I owe [Spencer] a debt of gratitude. My acquaintance with him was the brightest ray in a very dreary, wasted period of my life. I had given up all ambition whatever, lived from hand to mouth, and thought the evil of each day sufficient. The stimulus of his intellect, especially during our long walks, roused my energy once more and revived my dormant love of science. His intense theorizing tendency was contagious, and it was only the stimulus of a theory which could then have induced me to work. I owed Spencer another and a deeper debt. It was through him that I learned to know Marian,--to know her was to love her,--and since then my life has been a new birth. To her I owe all my prosperity and all my happiness. God bless her!
During their many walks and conversations George and Herbert frequently discussed what Spencer called “the development hypothesis,” which later became known as the theory of evolution--a topic that was hotly debated years before Darwin published his path-breaking studies. Lewes suggested at least one idea that Spencer later incorporated into his two-volume Principles of Biology, but more important is the fact that after the two became friends, Spencer read the Biographical History of Philosophy, a popular work by Lewes that was originally published in four volumes (1845-46). As Spencer recalled in An Autobiography, it was by reading Lewes’s book that he acquired most of his early knowledge of philosophy.
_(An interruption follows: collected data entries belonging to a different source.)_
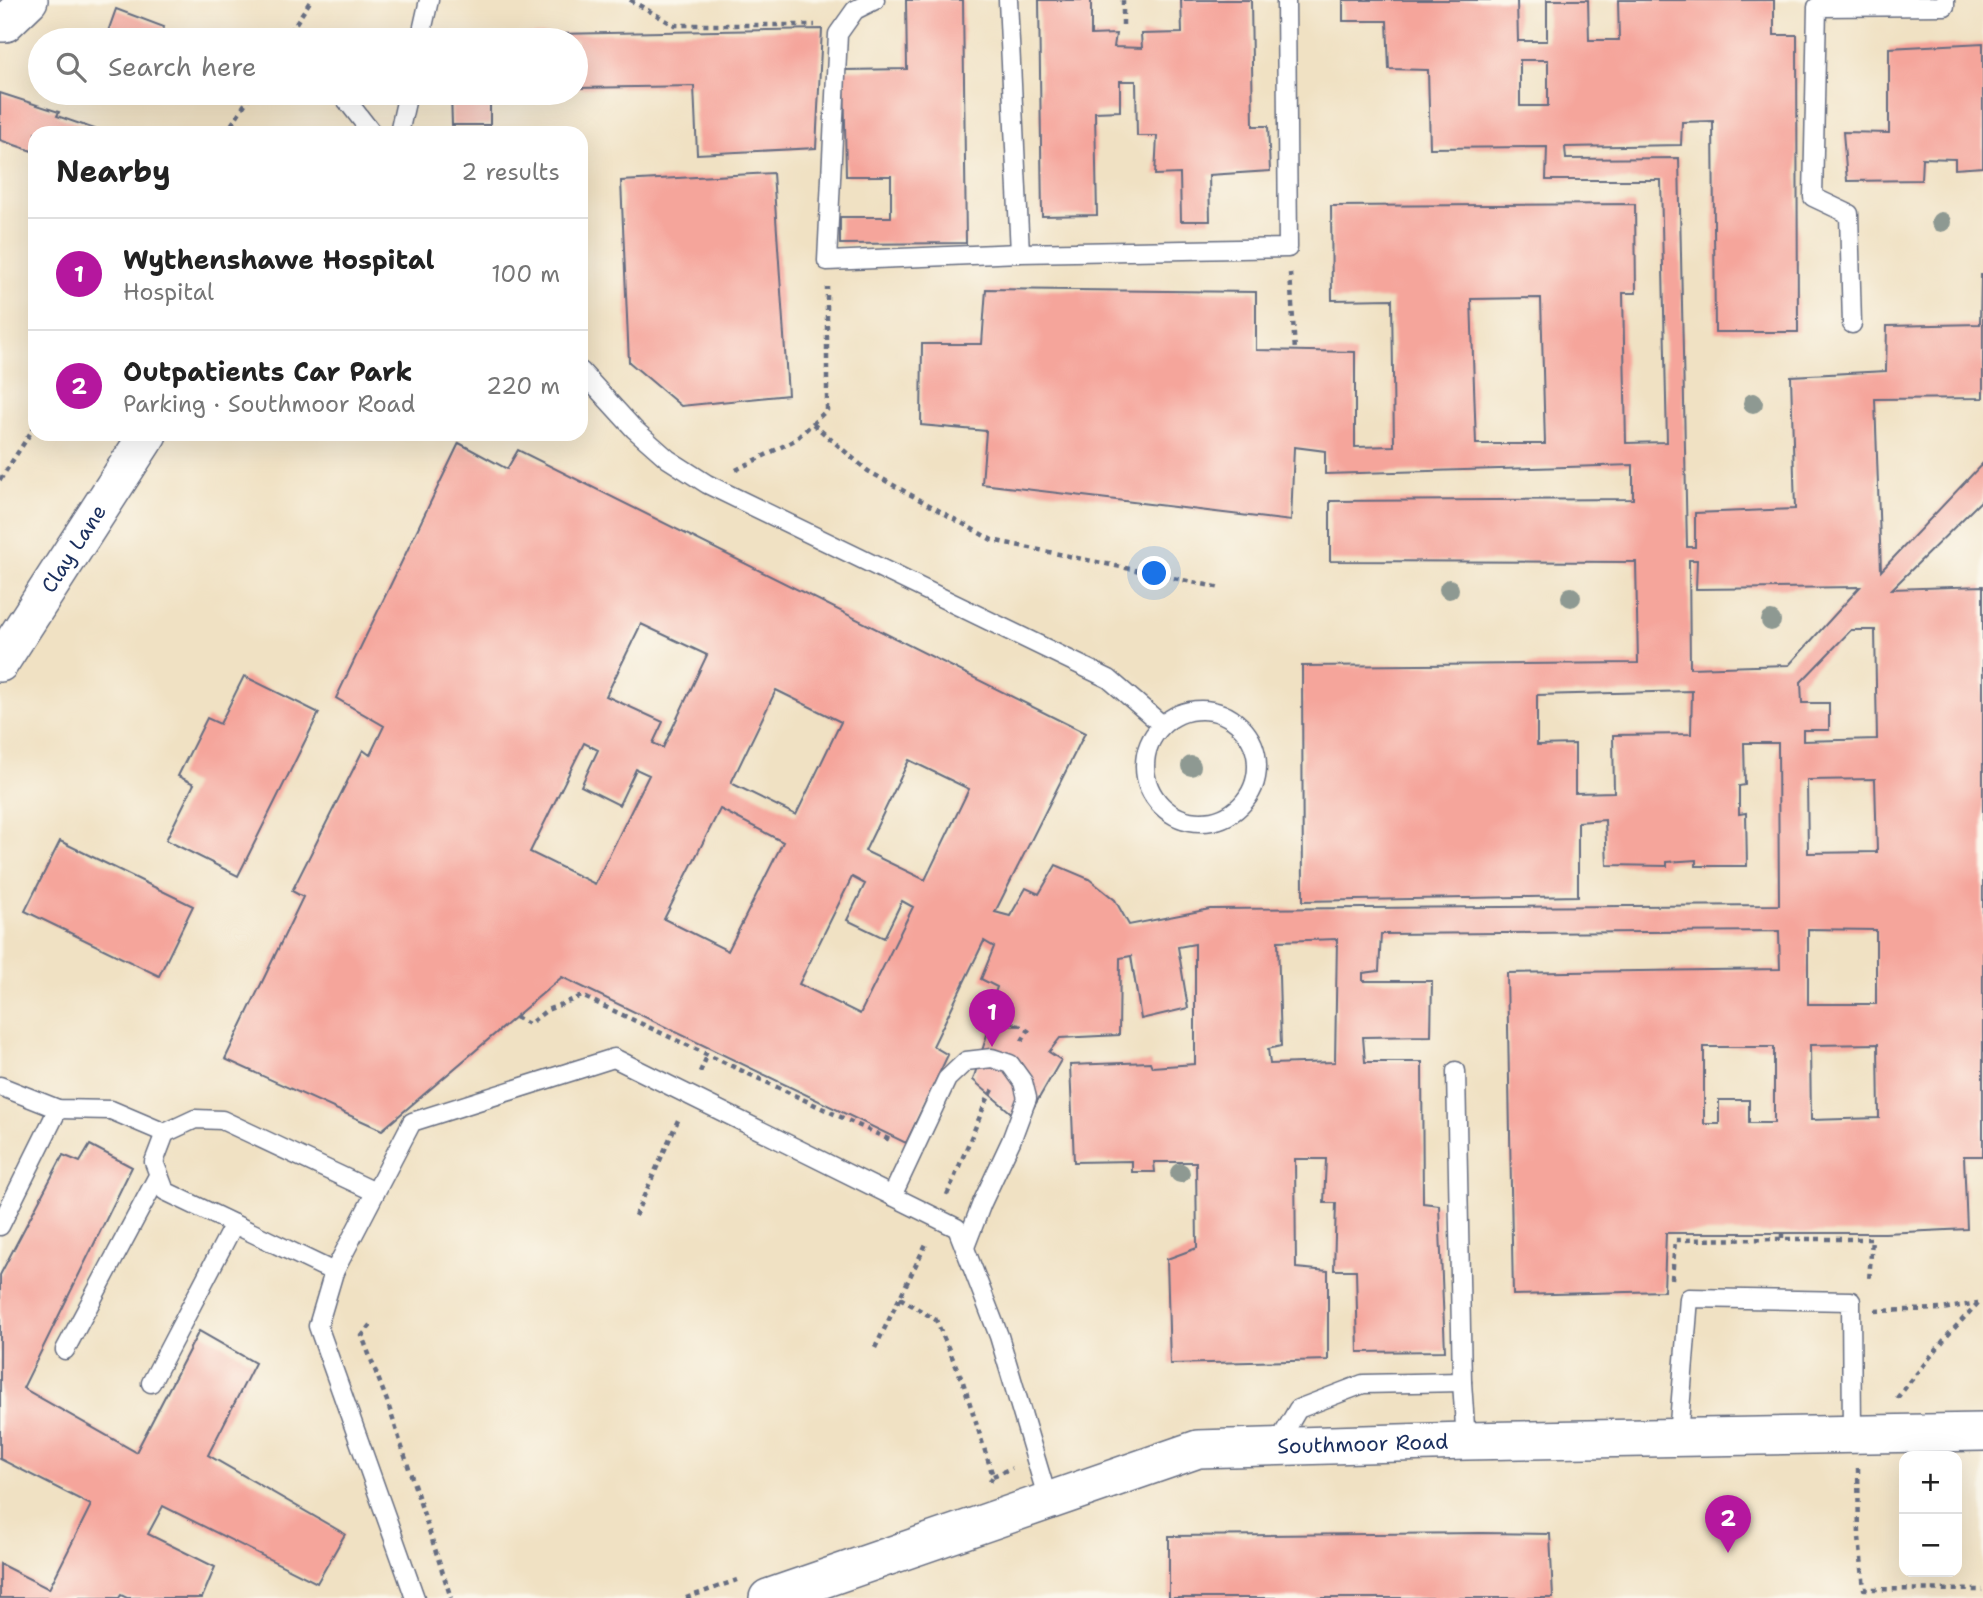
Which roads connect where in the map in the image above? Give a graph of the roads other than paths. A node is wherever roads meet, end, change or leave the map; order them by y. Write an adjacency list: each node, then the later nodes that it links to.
1 (29, 0): 7 (street)
2 (429, 0): 8 (lane)
3 (875, 0): 13 (lane)
4 (1008, 0): 13 (lane)
5 (1286, 0): 13 (lane)
6 (1945, 0): 14 (lane)
7 (0, 23)
8 (423, 28)
9 (350, 105): 11 (lane)
10 (405, 105): 12 (lane)
11 (367, 126)
12 (401, 126)
13 (1020, 253)
14 (1852, 324)
15 (588, 379): 18 (lane)
16 (143, 441): 17 (street, Clay Lane)
17 (0, 663)
18 (1161, 724): 18 (lane)
19 (1456, 1072): 31 (lane)
20 (0, 1086): 21 (lane)
21 (58, 1108): 22 (lane); 27 (lane)
22 (165, 1133): 23 (lane); 24 (lane)
23 (159, 1174): 26 (lane); 30 (lane)
24 (375, 1192): 25 (lane); 29 (lane)
25 (892, 1196): 28 (lane); 28 (lane)
26 (234, 1224): 29 (lane); 32 (lane)
27 (0, 1226)
28 (965, 1247): 38 (lane)
29 (334, 1272): 39 (lane)
30 (65, 1350)
31 (1462, 1382): 36 (lane); 37 (lane)
32 (151, 1383)
33 (1983, 1432): 34 (street, Southmoor Road)
34 (1852, 1434): 35 (street, Southmoor Road); 35 (lane)
35 (1678, 1437): 36 (street, Southmoor Road)
36 (1466, 1441): 37 (street, Southmoor Road)
37 (1277, 1445): 38 (street, Southmoor Road)
38 (1048, 1500): 40 (street, Southmoor Road)
39 (415, 1598)
40 (768, 1598)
Up to that time questions in philosophy had not attracted my attention. On my father’s shelves during the years of my youth and early manhood, there had been a copy of Locke’s Essay which I had never looked into.…It is true that…I had in 1844 got hold of a copy of Kant’s Critique, then, I believe, recently translated, and had read its first pages: rejecting the doctrine in which, I went no further. It is also true that though, so far as I can remember, I had read no books on either philosophy or psychology, I had gathered in conversations or by references, some conceptions of the general questions at issue.…
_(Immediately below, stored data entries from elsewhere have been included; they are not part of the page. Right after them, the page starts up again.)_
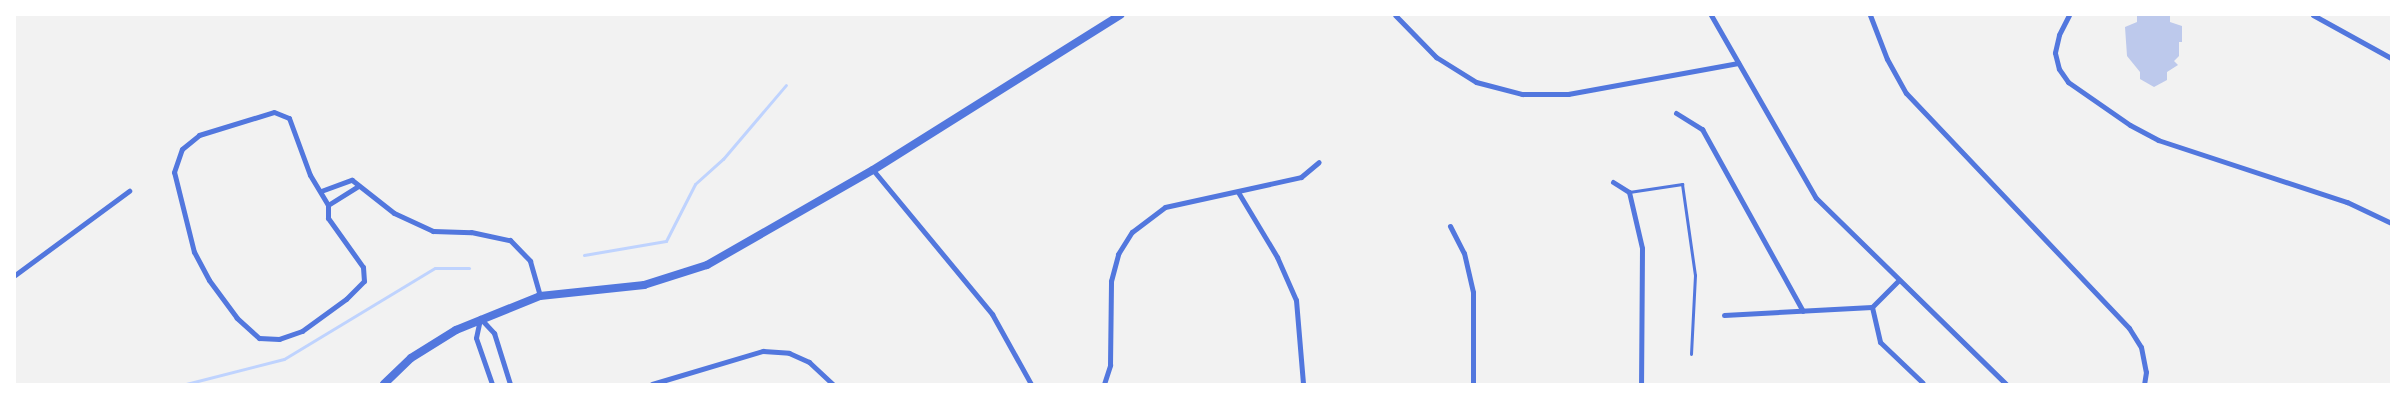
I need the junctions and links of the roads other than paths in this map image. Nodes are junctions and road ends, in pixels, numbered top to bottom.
1 (1120, 15) edge
2 (1395, 15) edge
3 (1711, 15) edge
4 (1870, 15) edge
5 (2070, 15) edge
6 (2313, 15) edge
7 (2391, 58) edge
8 (1738, 63) junction
9 (1676, 113) dead end
10 (1319, 162) dead end
11 (873, 170) junction
12 (1613, 182) dead end
13 (359, 186) junction
14 (129, 191) dead end
15 (321, 191) junction
16 (1238, 192) junction
17 (1629, 192) junction
18 (328, 205) junction
19 (2391, 223) edge
20 (1450, 226) dead end
21 (15, 274) edge
22 (1898, 281) junction
23 (540, 296) junction
24 (1872, 307) junction
25 (1803, 311) junction
26 (1724, 315) dead end
27 (480, 318) junction
28 (1691, 354) dead end
29 (677, 382) edge
30 (1923, 383) dead end
31 (384, 384) edge
32 (492, 384) edge
33 (510, 384) edge
34 (652, 384) edge
35 (832, 384) edge
36 (1031, 384) edge
37 (1104, 384) edge
38 (1303, 384) edge
39 (1473, 384) edge
40 (1641, 384) edge
41 (2006, 384) edge
42 (2144, 384) edge

1 - 11 street
2 - 8 street
3 - 8 street
4 - 42 street
5 - 19 street
6 - 7 street
8 - 22 street
9 - 25 street
10 - 16 street
11 - 23 street
11 - 36 street
12 - 17 street
13 - 15 street
13 - 18 street
13 - 23 street
14 - 21 street
15 - 18 street
15 - 18 street
16 - 37 street
16 - 38 street
17 - 28 lane
17 - 40 street
20 - 39 street
22 - 24 street
22 - 41 street
23 - 27 street
24 - 25 street
24 - 30 street
25 - 26 street
27 - 31 street
27 - 32 street
27 - 33 street
29 - 34 street
29 - 35 street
I doubt not that the reading of Lewes’s book, while it made me acquainted with the general course of philosophical thought, and with the doctrines which throughout the ages have been the subjects of dispute, gave me an increased interest in psychology, and an interest, not before manifest, in philosophy at large; at the same time that it served, probably, to give coherence to my own thoughts, previously but loose. No more definite effect, however, at that time resulted, because there had not occurred to me any thought serving as a principle of organization.
Spencer was wont to observe that many significant events in his life would never have happened if not for some seemingly insignificant events that preceded them. No one could have predicted the complex personal relationships and intellectual consequences that followed from the friendships that Herbert Spencer, George Eliot, and George Lewes formed with John Chapman.